A perspectiva dos homens sobre si
próprios, sobre outros homens e sobre as mulheres definem os tipos de
masculinidades, sendo que esses padrões tratam basicamente de relações
de poder entre os gêneros e outros marcadores sociais como classe e
raça/etnia, geralmente assimétricas – compondo um tecido que mantém as
desigualdades no Brasil.
O gênero é uma prática social que se
refere constantemente aos corpos e ao que estes fazem, não é uma prática
social que se reduza unicamente ao corpo. Com isso, entendemos que o
gênero não se reduz ao sexo, que é biológico, mas aos corpos que
interagem nas práticas com outros corpos e com as estruturas sociais –
uma vez que o agir desses corpos se estrutura dentro de três dimensões:
relações de poder, relações de produção e vínculos emocionais.

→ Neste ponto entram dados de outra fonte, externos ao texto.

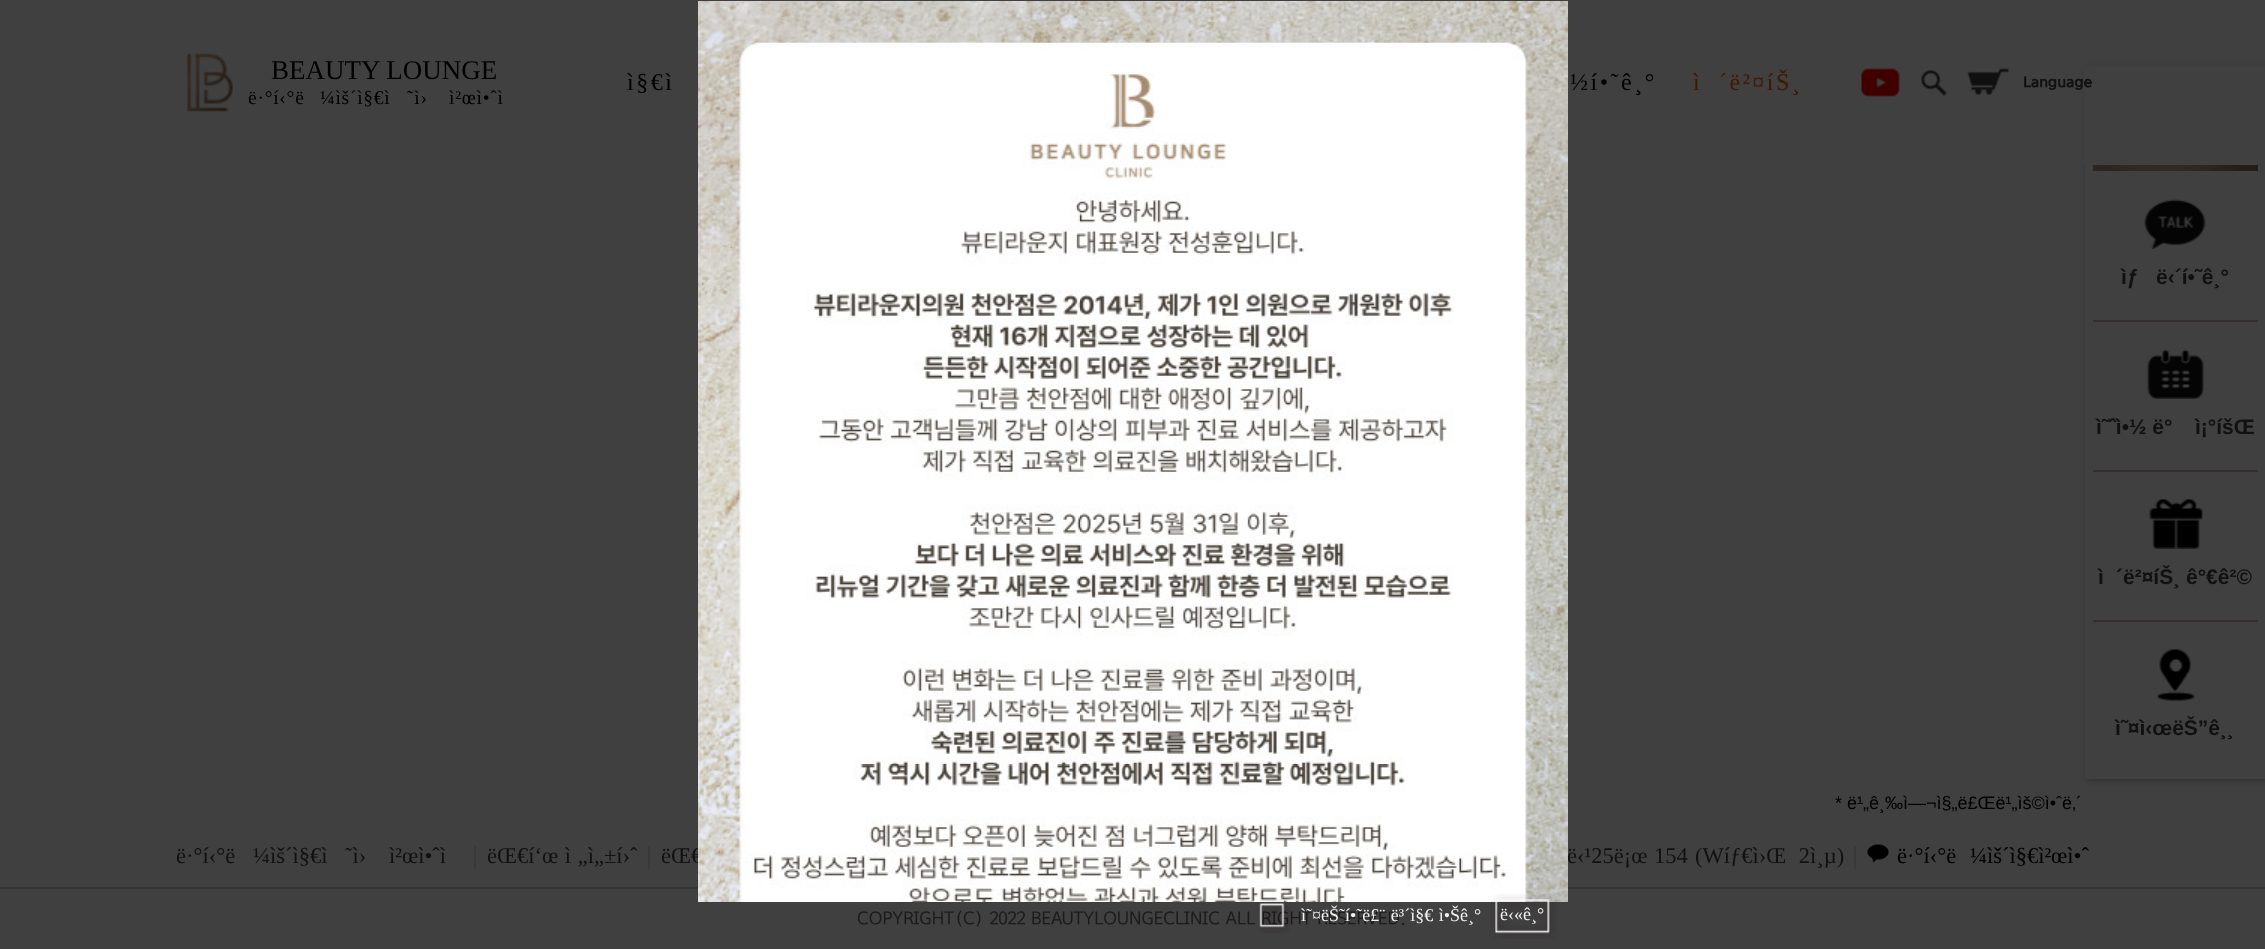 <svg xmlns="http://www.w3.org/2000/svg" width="2265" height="949">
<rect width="100%" height="100%" fill="#404040"/>
<rect x="2087" y="69" width="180" height="711" fill="#0000004d" filter="blur(3px)"/>
<rect x="2084" y="66" width="181" height="99" fill="#404040"/>
<image x="187" y="53" width="46" height="59" href="media/1.png"/>
<text x="271" y="79" style="font-family:Liberation Serif;font-size:27px;fill:#000">BEAUTY LOUNGE</text>
<text x="248" y="104" style="font-family:Liberation Serif;font-size:19.5px;letter-spacing:0.75px;fill:#000">ë·°í‹°ë</text>
<text x="320" y="104" style="font-family:Liberation Serif;font-size:19.5px;letter-spacing:0.75px;fill:#000">¼ìš´ì§€ì</text>
<text x="407" y="104" style="font-family:Liberation Serif;font-size:19.5px;letter-spacing:0.75px;fill:#000">˜ì›</text>
<text x="449" y="104" style="font-family:Liberation Serif;font-size:19.5px;letter-spacing:0.75px;fill:#000">ì²œì•ˆì</text>
<text x="627" y="90" style="font-family:Liberation Serif;font-size:24px;letter-spacing:2.5px;fill:#000">ì§€ì</text>
<text x="1570" y="90" style="font-family:Liberation Serif;font-size:24px;letter-spacing:2.5px;fill:#000">½í•˜ê¸°</text>
<text x="1693" y="90" style="font-family:Liberation Serif;font-size:24px;letter-spacing:2.5px;fill:#401700">ì</text>
<text x="1719" y="90" style="font-family:Liberation Serif;font-size:24px;letter-spacing:2.5px;fill:#401700">´ë²¤íŠ¸</text>
<image x="1861" y="68" width="39" height="29" href="media/2.png"/>
<image x="1921" y="70" width="26" height="26" href="media/3.png"/>
<image x="1967" y="68" width="42" height="27" href="media/4.png"/>
<text x="2023" y="87" style="font-family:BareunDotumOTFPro;font-size:15px;font-weight:bold;fill:#111">Language</text>
<text x="661" y="863" word-spacing="13" style="font-family:Liberation Serif;font-size:22.5px;fill:#111">ëŒ€</text>
<text x="1567" y="863" word-spacing="1" style="font-family:Liberation Serif;font-size:22.5px;fill:#111">ë‹¹25ë¡œ 154</text>
<rect y="887" width="2265" height="2" fill="#353535"/>
<image x="698" y="1" width="870" height="901" href="media/5.png"/>
<text x="857" y="924" style="font-family:BareunDotumOTFPro;font-size:18px;fill:#1b1b1b">COPYRIGHT(C) 2022 BEAUTYLOUNGECLINIC ALL RIGHT RESERVED.</text>
<image x="1259" y="899" width="32" height="34" href="media/6.png"/>
<text x="1301" y="921" word-spacing="1" style="font-family:Liberation Serif;font-size:18px;fill:#f1f1f1">ì˜¤ëŠ˜í•˜ë£¨ ë³´ì§€ ì•Šê¸°</text>
<image x="1490" y="894" width="67" height="45" href="media/7.png"/>
<text x="1500" y="920" style="font-family:Liberation Serif;font-size:18px;fill:#f1f1f1">ë‹«ê¸°</text>
<rect x="2085" y="165" width="180" height="614" fill="#404040"/>
<image x="2093" y="165" width="165" height="6" href="media/8.png"/>
<rect x="2093" y="320" width="165" height="2" fill="#332e2c"/>
<image x="2144" y="199" width="62" height="50" href="media/9.png"/>
<text x="2121" y="284" style="font-family:Liberation Sans;font-size:21px;font-weight:bold;fill:#111">ìƒ</text>
<text x="2156" y="284" style="font-family:Liberation Sans;font-size:21px;font-weight:bold;fill:#111">ë‹´í•˜ê¸°</text>
<rect x="2093" y="470" width="165" height="2" fill="#332e2c"/>
<image x="2147" y="349" width="57" height="50" href="media/10.png"/>
<text x="2096" y="434" style="font-family:Liberation Sans;font-size:21px;font-weight:bold;fill:#111">ì˜ˆì•½ ë°</text>
<text x="2195" y="434" style="font-family:Liberation Sans;font-size:21px;font-weight:bold;fill:#111">ì¡°íšŒ</text>
<rect x="2093" y="620" width="165" height="2" fill="#332e2c"/>
<image x="2149" y="499" width="54" height="50" href="media/11.png"/>
<text x="2098" y="584" style="font-family:Liberation Sans;font-size:21px;font-weight:bold;fill:#111">ì</text>
<text x="2116" y="584" style="font-family:Liberation Sans;font-size:21px;font-weight:bold;fill:#111">´ë²¤íŠ¸ ê°€ê²©</text>
<image x="2156" y="649" width="39" height="52" href="media/12.png"/>
<text x="2115" y="735" style="font-family:Liberation Sans;font-size:21px;font-weight:bold;fill:#111">ì˜¤ì‹œëŠ”ê¸¸</text>
<text x="1835" y="809" style="font-family:Liberation Sans;font-size:18px;fill:#000">* ë¹„ê¸‰ì—¬ì§„ë£Œë¹„ìš©ì•ˆë‚´</text>
<text x="176" y="863" style="font-family:Liberation Serif;font-size:22.5px;fill:#111">ë·°í‹°ë</text>
<text x="253" y="863" style="font-family:Liberation Serif;font-size:22.5px;fill:#111">¼ìš´ì§€ì</text>
<text x="345" y="863" style="font-family:Liberation Serif;font-size:22.5px;fill:#111">˜ì›</text>
<text x="389" y="863" style="font-family:Liberation Serif;font-size:22.5px;fill:#111">ì²œì•ˆì</text>
<rect x="474" y="846" width="2" height="23" fill="#393939"/>
<text x="487" y="863" word-spacing="1" style="font-family:Liberation Serif;font-size:22.5px;fill:#111">ëŒ€í‘œ ì „ì„±í›ˆ</text>
<rect x="648" y="846" width="2" height="23" fill="#393939"/>
<text x="1695" y="863" word-spacing="7" style="font-family:Liberation Serif;font-size:22.5px;fill:#111">(Wíƒ€ì›Œ 2ì¸µ)</text>
<rect x="1854" y="846" width="2" height="23" fill="#393939"/>
<image x="1867" y="844" width="22" height="19" href="media/13.png"/>
<text x="1897" y="863" style="font-family:Liberation Serif;font-size:22.5px;fill:#000">ë·°í‹°ë</text>
<text x="1970" y="863" style="font-family:Liberation Serif;font-size:22.5px;fill:#000">¼ìš´ì§€ì²œì•ˆ</text>
</svg>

Assim, desde a infância meninos e
meninas são condicionados inconscientemente pelo machismo a adotarem
práticas de ditos papéis de gênero, o que determinaria o “tornar-se
homem” e o “tornar-se mulher”, atualmente debatidos nas teorias das
masculinidades e feminilidades.
No mundo do trabalho, por exemplo,
enquanto a mulher brasileira geralmente é direcionada para
atividades/profissões que não produzem riqueza, o homem, pelo contrário,
é instigado a atividades altamente rentáveis e que denotam prestígio e
poder – uma história que vem se alterando um pouco nas últimas décadas,
mas é de fato muito antiga.
O mundo patriarcal desenvolveu-se, em
nosso país, a partir do período colonial. As grandes extensões de terra
eram administradas por um chefe de família, a quem se subordinavam todos
que estivessem nos limites territoriais do seu domínio, escravos e
livres. Os patriarcas, grandes proprietários de terras, lideravam uma
família estendida, composta desde parentes consanguíneos até
apadrinhados, e cada clã funcionava de forma autossuficiente e
independente dos outros.
Nesse contexto a historiadora Nísia
Floresta aponta que as mulheres eram privadas do acesso à educação e à
cidadania política. Além disso eram extremamente reprimidas em sua
sexualidade, consideradas irracionais e incapazes, controladas em tudo.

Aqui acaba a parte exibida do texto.